What you need to do: Would you repeat the data below exactly, taking out the images?

Stored items:
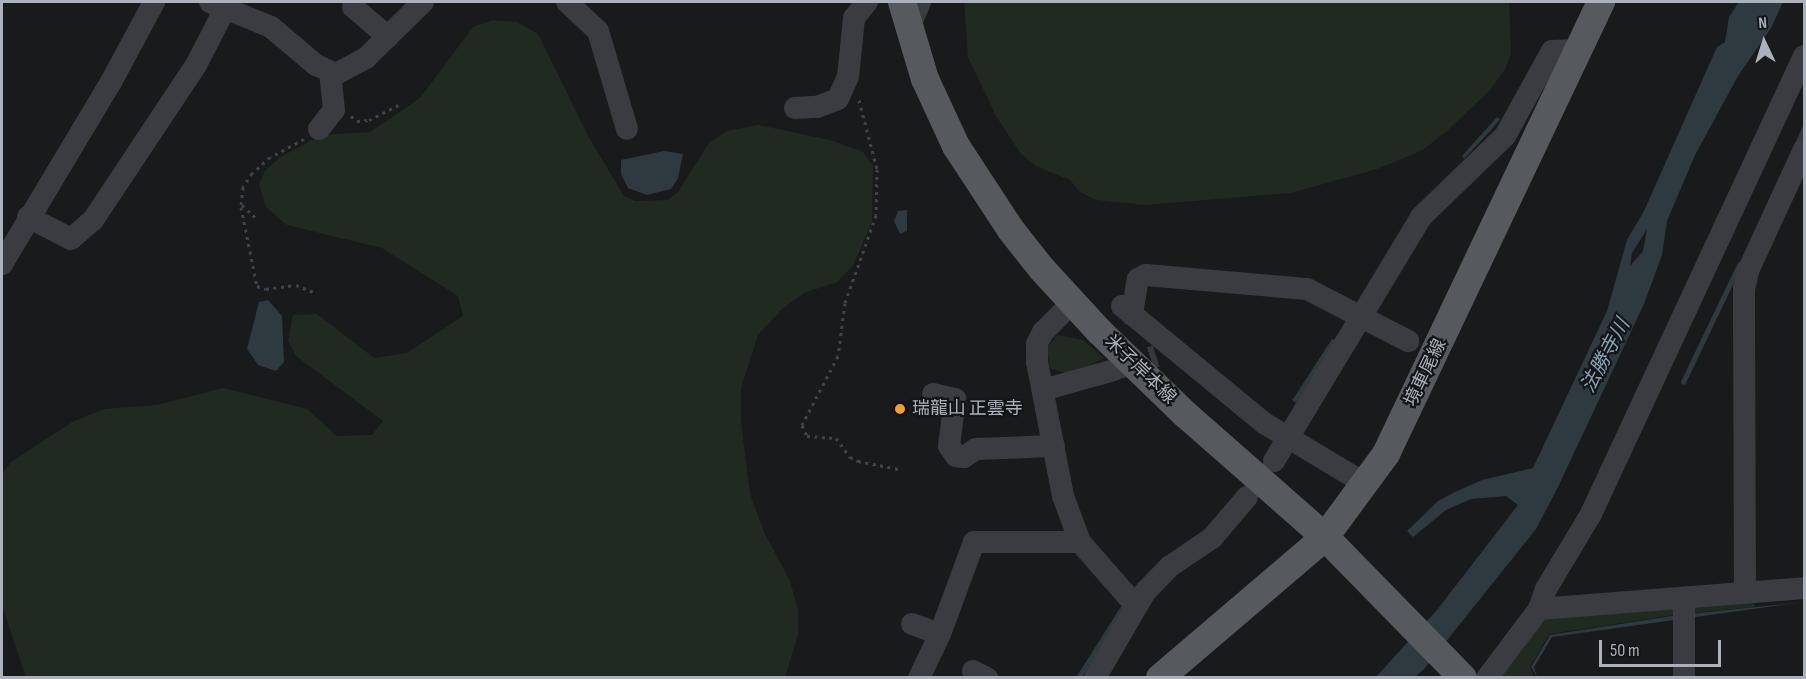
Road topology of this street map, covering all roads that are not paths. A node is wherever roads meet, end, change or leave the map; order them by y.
1 (154, 2) edge
2 (423, 2) edge
3 (567, 2) edge
4 (867, 2) edge
5 (920, 2) edge
6 (1601, 2) edge
7 (218, 4) edge
8 (353, 7) dead end
9 (905, 15) edge
10 (388, 37) junction
11 (1579, 50) junction
12 (1804, 56) edge
13 (330, 73) junction
14 (806, 101) dead end
15 (319, 129) road end
16 (627, 129) dead end
17 (1804, 149) edge
18 (1794, 194) edge
19 (28, 217) junction
20 (7, 241) edge
21 (2, 264) edge
22 (1073, 302) junction
23 (1359, 318) junction
24 (1408, 341) dead end
25 (1114, 370) tunnel mouth
26 (1042, 390) junction
27 (933, 394) dead end
28 (1290, 438) junction
29 (1054, 446) junction
30 (1274, 460) dead end
31 (1364, 483) junction
32 (1247, 496) dead end
33 (1080, 542) junction
34 (1334, 546) junction
35 (1804, 588) edge
36 (1745, 593) junction
37 (1132, 601) junction
38 (1539, 609) junction
39 (1684, 610) junction
40 (912, 624) dead end
41 (939, 634) junction
42 (1460, 674) edge
43 (919, 678) edge
44 (1095, 678) edge
45 (1160, 678) edge
46 (1487, 678) edge
47 (1684, 678) edge

1 - 19 street
2 - 10 street
3 - 16 street
4 - 14 street
5 - 9 street
6 - 11 main road, 境車尾線
7 - 13 street
7 - 19 street
8 - 10 street
9 - 22 main road, 米子岸本線
10 - 13 street
11 - 23 street
11 - 31 main road, 境車尾線
12 - 38 street
13 - 15 street
17 - 18 street
18 - 36 street
19 - 20 street
20 - 21 street
22 - 26 street
22 - 34 main road, 米子岸本線
23 - 24 street
23 - 28 street
23 - 28 street
25 - 26 street
26 - 29 street
27 - 29 street
28 - 30 street
28 - 31 street
29 - 33 street
31 - 34 main road, 境車尾線
32 - 37 street
33 - 37 street
33 - 41 street
34 - 42 main road, 米子岸本線
34 - 45 main road, 境車尾線
35 - 36 street
36 - 39 street
37 - 44 street
38 - 39 street
38 - 46 street
39 - 47 street
40 - 41 street
41 - 43 street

Answer to the problem:
Road topology of this street map, covering all roads that are not paths. A node is wherever roads meet, end, change or leave the map; order them by y.
1 (154, 2) edge
2 (423, 2) edge
3 (567, 2) edge
4 (867, 2) edge
5 (920, 2) edge
6 (1601, 2) edge
7 (218, 4) edge
8 (353, 7) dead end
9 (905, 15) edge
10 (388, 37) junction
11 (1579, 50) junction
12 (1804, 56) edge
13 (330, 73) junction
14 (806, 101) dead end
15 (319, 129) road end
16 (627, 129) dead end
17 (1804, 149) edge
18 (1794, 194) edge
19 (28, 217) junction
20 (7, 241) edge
21 (2, 264) edge
22 (1073, 302) junction
23 (1359, 318) junction
24 (1408, 341) dead end
25 (1114, 370) tunnel mouth
26 (1042, 390) junction
27 (933, 394) dead end
28 (1290, 438) junction
29 (1054, 446) junction
30 (1274, 460) dead end
31 (1364, 483) junction
32 (1247, 496) dead end
33 (1080, 542) junction
34 (1334, 546) junction
35 (1804, 588) edge
36 (1745, 593) junction
37 (1132, 601) junction
38 (1539, 609) junction
39 (1684, 610) junction
40 (912, 624) dead end
41 (939, 634) junction
42 (1460, 674) edge
43 (919, 678) edge
44 (1095, 678) edge
45 (1160, 678) edge
46 (1487, 678) edge
47 (1684, 678) edge

1 - 19 street
2 - 10 street
3 - 16 street
4 - 14 street
5 - 9 street
6 - 11 main road, 境車尾線
7 - 13 street
7 - 19 street
8 - 10 street
9 - 22 main road, 米子岸本線
10 - 13 street
11 - 23 street
11 - 31 main road, 境車尾線
12 - 38 street
13 - 15 street
17 - 18 street
18 - 36 street
19 - 20 street
20 - 21 street
22 - 26 street
22 - 34 main road, 米子岸本線
23 - 24 street
23 - 28 street
23 - 28 street
25 - 26 street
26 - 29 street
27 - 29 street
28 - 30 street
28 - 31 street
29 - 33 street
31 - 34 main road, 境車尾線
32 - 37 street
33 - 37 street
33 - 41 street
34 - 42 main road, 米子岸本線
34 - 45 main road, 境車尾線
35 - 36 street
36 - 39 street
37 - 44 street
38 - 39 street
38 - 46 street
39 - 47 street
40 - 41 street
41 - 43 street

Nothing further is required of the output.